Segundo a Inspecção-Geral da Administração Interna (IGAI) disse ao PÚBLICO, relativamente às práticas discriminatórias cometidas contra cidadãos por agentes das forças e serviços de segurança sob a tutela do Ministério da Administração foram instruídas apenas três contra-ordenações em 2014 e duas em 2015. E entre 2013 e 2014 foram instaurados quatro processos de inquérito na IGAI na sequência de queixas de cidadãos relativamente a práticas discriminatórias.

Na quinta-feira, dia 5 de Fevereiro, cinco jovens da Cova da Moura foram detidos quando, segundo dizem, iam tentar saber informações sobre um habitante da Cova da Moura que tinha sido preso nessa tarde no bairro. Por seu lado, a polícia, na altura, deu uma versão contraditória dos factos: acusou o jovem inicialmente preso de os atacar com pedras e aos jovens de terem tentado “invadir” a esquadra. Dois dos jovens pertencem à direcção do Moinho da Juventude, projecto comunitário que existe há 30 anos na Cova da Moura e já recebeu diversos prémios como o de Direitos Humanos da Assembleia da República.

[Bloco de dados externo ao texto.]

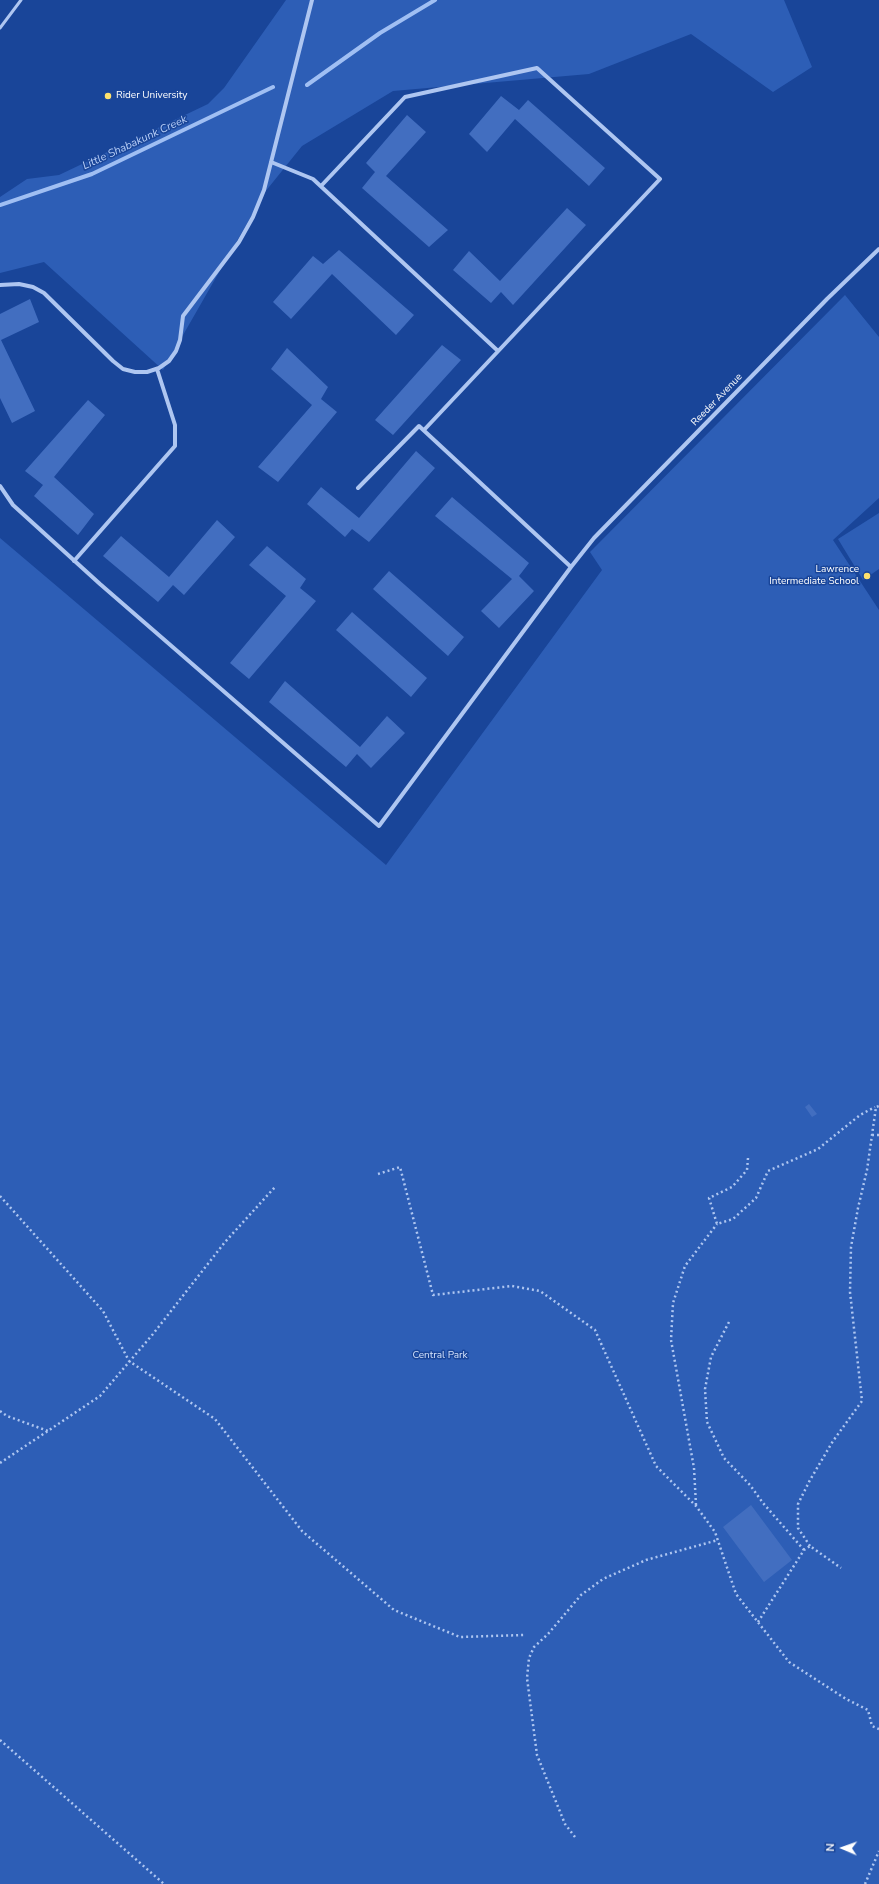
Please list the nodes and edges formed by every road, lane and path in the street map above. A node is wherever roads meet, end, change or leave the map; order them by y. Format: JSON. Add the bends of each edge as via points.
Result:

Nessa semana, o Ministério Público pediu a prisão preventiva dos jovens por resistência e coacção a funcionário, mas no sábado o Tribunal de Sintra libertou-os determinando a medida de coacção menos gravosa, o termo de identidade e residência. Os jovens, por seu lado, apresentaram uma queixa-crime por tortura no Ministério Público de Almada. A queixa-crime não inclui, no entanto, discriminação racial, informou Paulo Nunes, um dos advogados dos jovens – a equipa de defesa iria discutir em breve com as vítimas e outras organizações as medidas que iriam tomar. No entanto, “é muito provável que venham a fazer” a queixa por discriminação racial. Na queixa-crime já feita, a defesa pede que se faça a prova de reconhecimento pessoal de modo a acusar agentes específicos.

A direcção nacional da PSP garantiu ao PÚBLICO que o incidente foi “objecto do tratamento previsto para qualquer situação de acção/intervenção policial”. Abriu um inquérito interno e aguarda os trâmites legais e não fez comentários, mesmo depois de confrontada com as acusações na segunda-feira. A IGAI também abriu um inquérito à actuação da PSP. 

Para esta quinta-feira está marcada, por várias organizações, uma concentração de protesto contra a violência policial em frente à Assembleia da República, às 17h.